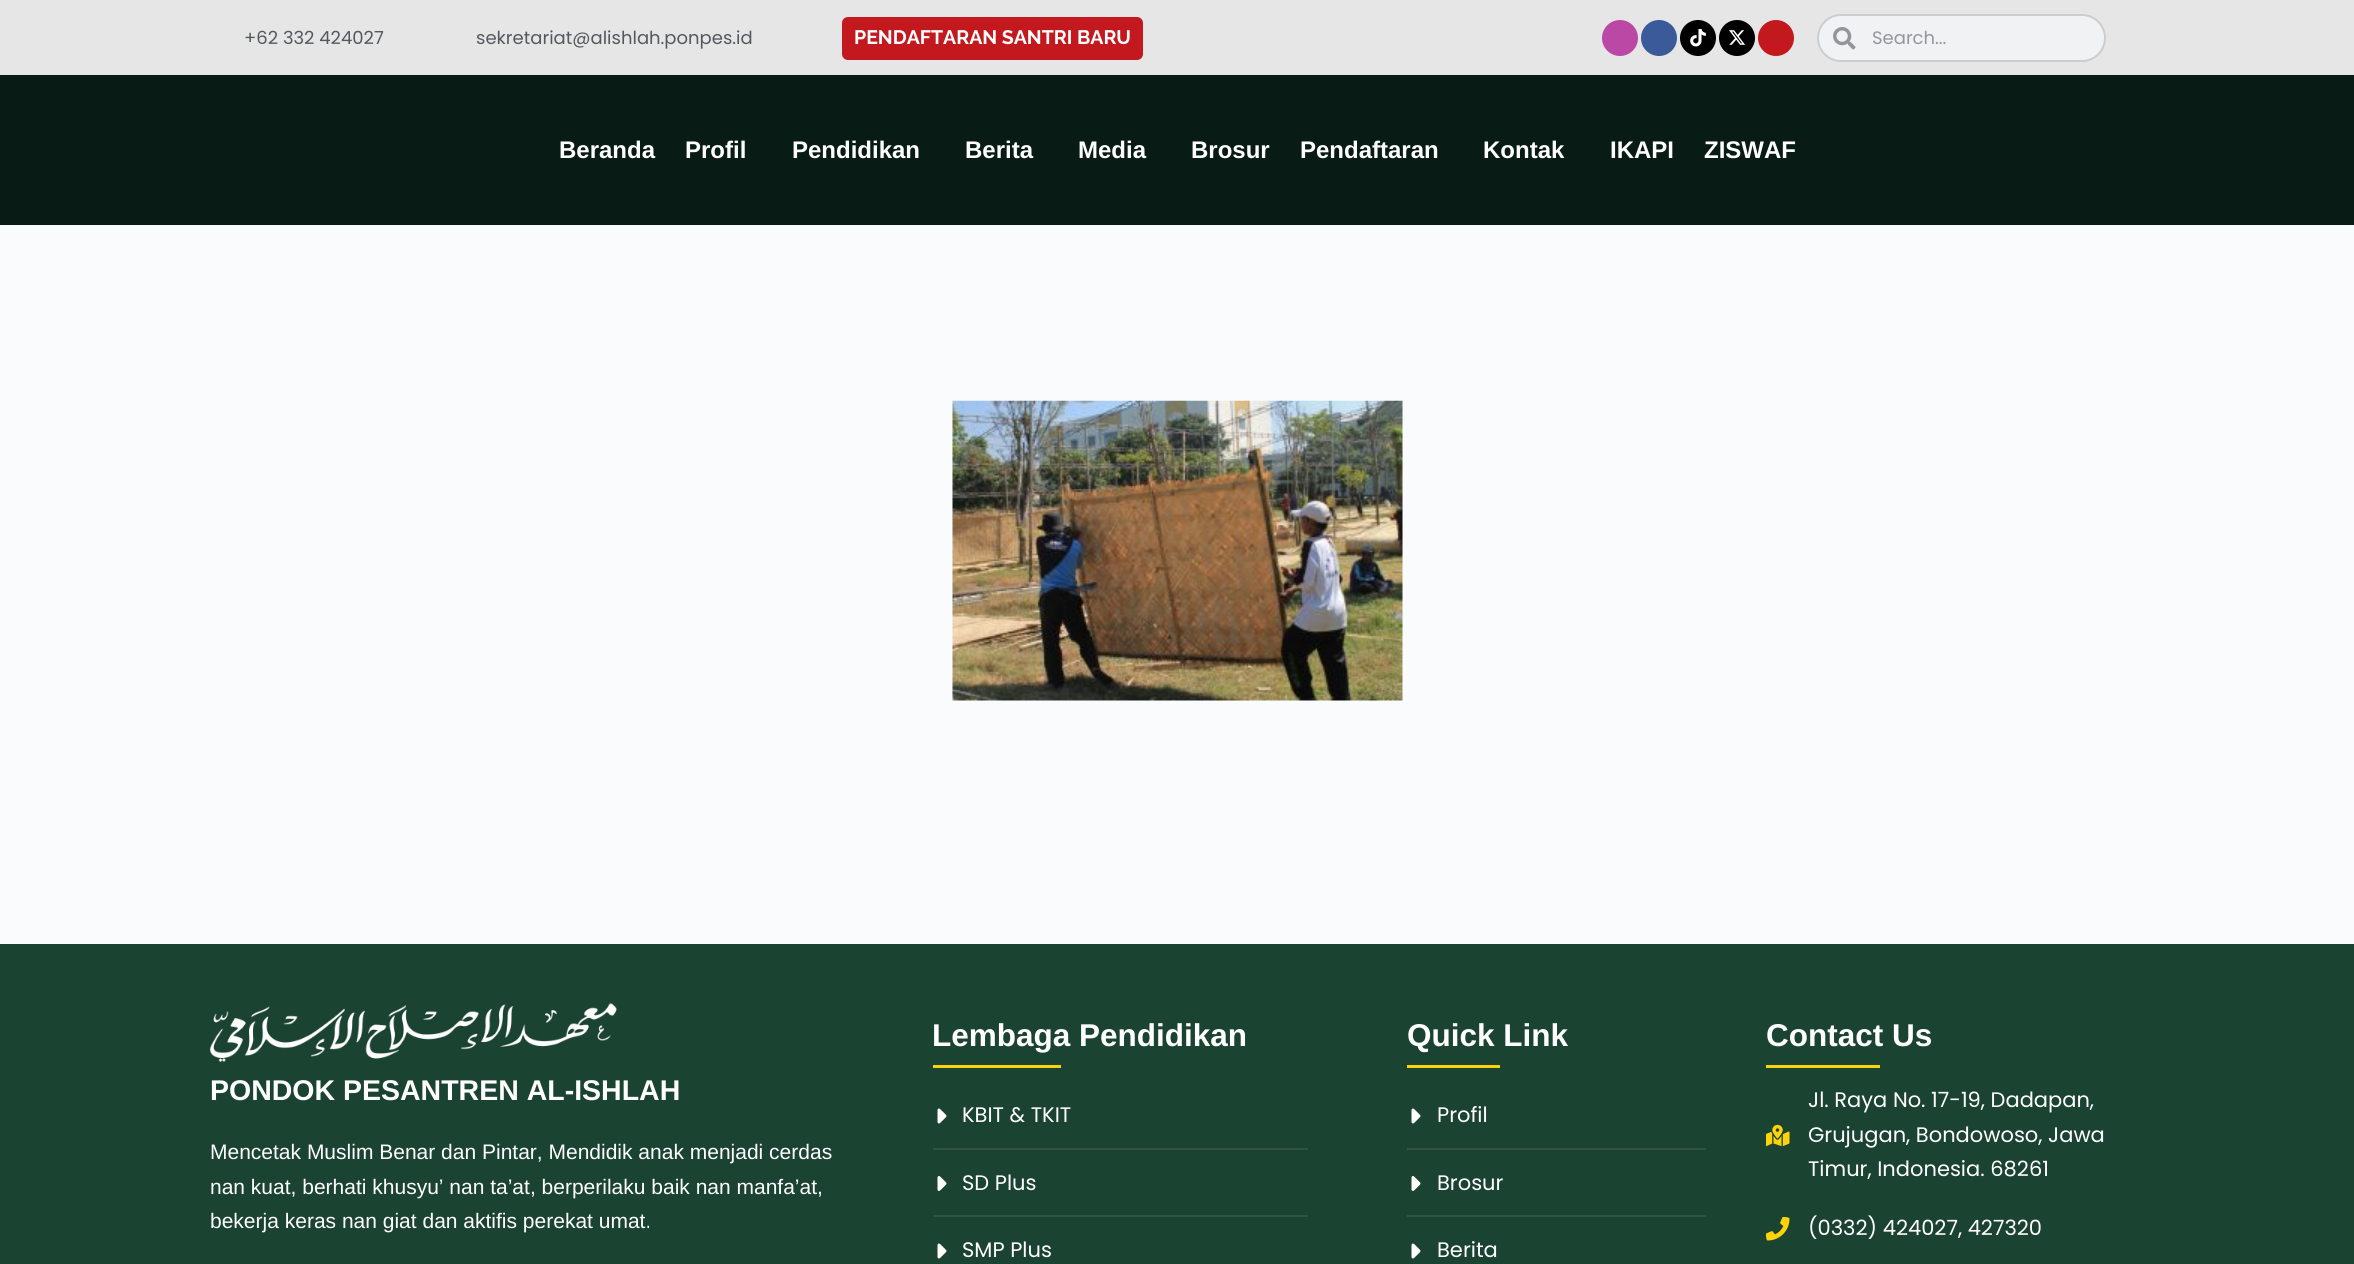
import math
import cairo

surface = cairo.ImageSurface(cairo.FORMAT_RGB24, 2354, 1264)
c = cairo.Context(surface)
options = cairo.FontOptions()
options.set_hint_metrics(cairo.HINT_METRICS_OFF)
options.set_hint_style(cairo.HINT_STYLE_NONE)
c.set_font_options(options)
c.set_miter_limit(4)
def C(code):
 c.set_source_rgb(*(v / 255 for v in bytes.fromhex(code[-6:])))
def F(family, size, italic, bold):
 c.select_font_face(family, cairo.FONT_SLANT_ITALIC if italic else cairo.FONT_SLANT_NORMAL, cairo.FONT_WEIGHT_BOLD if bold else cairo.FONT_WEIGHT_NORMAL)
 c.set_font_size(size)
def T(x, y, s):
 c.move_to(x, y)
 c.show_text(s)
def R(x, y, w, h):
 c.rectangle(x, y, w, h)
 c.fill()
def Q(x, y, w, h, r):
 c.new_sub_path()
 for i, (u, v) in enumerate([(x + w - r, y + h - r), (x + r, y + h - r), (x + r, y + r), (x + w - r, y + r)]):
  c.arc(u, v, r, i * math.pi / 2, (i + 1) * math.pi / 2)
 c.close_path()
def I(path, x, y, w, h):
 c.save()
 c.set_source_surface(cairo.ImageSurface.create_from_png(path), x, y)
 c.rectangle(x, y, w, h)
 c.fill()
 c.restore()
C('fafbfc')
c.paint()
C('e6e6e6')
R(0,0,2354,75)
F('Poppins',18,0,0)
C('54595f')
T(244,44,'+62 332 424027')
T(476,44,'sekretariat@alishlah.ponpes.id')
C('c3191e')
Q(842,17,301,43,6)
c.fill()
F('Raleway',19.5,0,1)
C('ffffff')
T(854,44,'PENDAFTARAN SANTRI BARU')
C('bc48a6')
c.new_path()
c.arc(1620,38,18,0,2 * math.pi)
c.fill()
C('3b5a9a')
c.arc(1659,38,18,0,2 * math.pi)
c.fill()
C('000000')
c.arc(1698,38,18,0,2 * math.pi)
c.fill()
I('1.png',1690,29,16,18)
c.arc(1737,38,18,0,2 * math.pi)
c.fill()
I('2.png',1729,30,16,15)
C('c3191e')
c.arc(1776,38,18,0,2 * math.pi)
c.fill()
C('f1f2f3')
Q(1817,14,289,48,24)
c.fill()
Q(1818,15,287,46,23)
c.set_source_rgba(0.329,0.349,0.373,0.24)
c.stroke()
I('3.png',1833,27,23,23)
F('Poppins',18,0,0)
C('93969a')
T(1872,44,'Search...')
C('081c15')
R(0,75,2354,150)
F('Liberation Sans',24,0,1)
C('ffffff')
T(559,158,'Beranda')
T(685,158,'Profil')
T(792,158,'Pendidikan')
T(965,158,'Berita')
T(1078,158,'Media')
T(1191,158,'Brosur')
T(1300,158,'Pendaftaran')
T(1483,158,'Kontak')
T(1610,158,'IKAPI')
T(1704,158,'ZISWAF')
I('4.png',952,400,451,301)
C('1b4332')
R(0,944,2354,320)
I('5.png',210,1003,407,59)
F('Liberation Sans',28.5,0,1)
C('ffffff')
T(210,1100,'PONDOK PESANTREN AL-ISHLAH')
F('Liberation Sans',21,0,0)
T(210,1159,'Mencetak Muslim Benar dan Pintar, Mendidik anak menjadi cerdas')
T(210,1194,'nan kuat, berhati khusyu’ nan ta’at, berperilaku baik nan manfa’at,')
T(210,1228,'bekerja keras nan giat dan aktifis perekat umat.')
F('Liberation Sans',31.5,0,1)
T(932,1046,'Lembaga Pendidikan')
C('ffd30b')
R(933,1065,128,3)
C('305344')
R(933,1148,375,2)
I('6.png',937,1108,10,16)
F('Poppins',21,0,0)
C('ffffff')
T(962,1122,'KBIT & TKIT')
C('305344')
R(933,1215,375,2)
I('7.png',937,1176,10,15)
C('ffffff')
T(962,1190,'SD Plus')
I('6.png',937,1243,10,16)
T(962,1257,'SMP Plus')
F('Liberation Sans',31.5,0,1)
T(1407,1046,'Quick Link')
C('ffd30b')
R(1407,1065,93,3)
C('305344')
R(1407,1148,299,2)
I('6.png',1411,1108,10,16)
F('Poppins',21,0,0)
C('ffffff')
T(1437,1122,'Profil')
C('305344')
R(1407,1215,299,2)
I('7.png',1411,1176,10,15)
C('ffffff')
T(1437,1190,'Brosur')
I('6.png',1411,1243,10,16)
T(1437,1257,'Berita')
F('Liberation Sans',31.5,0,1)
T(1766,1046,'Contact Us')
C('ffd30b')
R(1766,1065,114,3)
I('8.png',1766,1124,24,23)
F('Poppins',21,0,0)
C('ffffff')
T(1808,1107,'Jl. Raya No. 17-19, Dadapan,')
T(1808,1142,'Grujugan, Bondowoso, Jawa')
T(1808,1176,'Timur, Indonesia. 68261')
I('9.png',1766,1217,24,24)
T(1808,1235,'(0332) 424027, 427320')
surface.write_to_png('o.png')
☆ ☆ ☆ ☆
▶ _Work instruction_
Collect each line above holding the string "ImageSurface".

▶ _Your response_
surface = cairo.ImageSurface(cairo.FORMAT_RGB24, 2354, 1264)
 c.set_source_surface(cairo.ImageSurface.create_from_png(path), x, y)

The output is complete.